Economic and political troubles
The World Bank has named Lebanon’s financial crisis one of the three worst financial crises in the past 150 years. Assistant Secretary Leaf argued that this is not just the result of poor governance, it is the product of systemic corruption and mismanagement that has plagued Lebanon for decades and there is no illusion that things will change overnight. Mismanagement has contributed to the collapse of the economy and a severe energy crisis which is compounding the economic turmoil; the country’s energy grid provides only two to three hours of electricity per day. This lack of electricity also disrupts the provision of essential services, such as medicine, and hampers Lebanese society.
According to Assistant Secretary Leaf, the best way for Lebanon to get out of economic toil is through loans from the International Monetary Fund (IMF); however, these will require the implementation of key reforms as a precondition.
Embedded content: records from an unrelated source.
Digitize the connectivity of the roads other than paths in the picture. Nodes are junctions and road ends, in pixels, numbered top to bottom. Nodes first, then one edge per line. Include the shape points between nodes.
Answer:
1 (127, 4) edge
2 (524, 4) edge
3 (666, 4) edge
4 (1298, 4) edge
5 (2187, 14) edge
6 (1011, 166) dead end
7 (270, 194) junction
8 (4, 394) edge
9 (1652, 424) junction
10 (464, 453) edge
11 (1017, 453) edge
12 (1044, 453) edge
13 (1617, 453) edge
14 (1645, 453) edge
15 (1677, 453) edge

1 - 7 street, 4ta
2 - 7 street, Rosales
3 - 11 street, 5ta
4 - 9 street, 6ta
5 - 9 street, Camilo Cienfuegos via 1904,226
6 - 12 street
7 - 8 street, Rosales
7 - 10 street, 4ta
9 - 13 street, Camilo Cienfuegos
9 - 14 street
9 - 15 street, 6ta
Therefore, much of the international community’s relief rests on the will of the elites to make bold but necessary changes to governance. Assistant Secretary Leaf affirmed that the United States is ready to work with a fully functioning government when it forms.
US policy on the way forward
The United States is the largest donor of foreign aid to Lebanon, providing $778 million in aid in fiscal year 2021 alone. Regarding US policy, Assistant Secretary Leaf said, “It was clear that a little more humanitarian aid here or there would be totally insufficient.” Instead, she stressed that achieving stability depends on Lebanon’s ability to form a fully empowered government. To achieve this goal, she highlighted some options available to the Biden administration: push for the formation of a government, support vulnerable populations, support the search for IMF funding, support energy agreements with Egypt and Jordan, building the resilience of security forces, and pressuring political leaders for critical reforms.
Ambassador David Hale inquired about the potential of the recently signed maritime agreement between Lebanon and Israel to bring economic benefits to Lebanon with new access to energy resources. Deputy Secretary Leaf replied that the demarcation of a line separating the territory of the two states has created stability and security to attract foreign companies to explore what is commercially possible to exploit in Lebanese waters. Although gas could provide an economic boon to Lebanon, she stressed that it does not replace much-needed financing from the IMF, which offers short-term guarantees as long as Lebanese leaders commit to making the necessary reforms to secure the international finance. Moreover, she confirmed that there was absolutely no cooperation between the American negotiators and Hezbollah in reaching the agreement.
Ambassador Hale concluded by asking questions about Lebanese civil society and its role in creating change within the state. Assistant Secretary Leaf responded that “the health, strength, and resilience of civil society in each country goes into the resilience of that state.” She said that unlike countries like Iran, the Lebanese diaspora can engage directly with civil society in Lebanon to provide support so that they can continue to provide needed services on the ground and work to build of a more resilient future for Lebanon.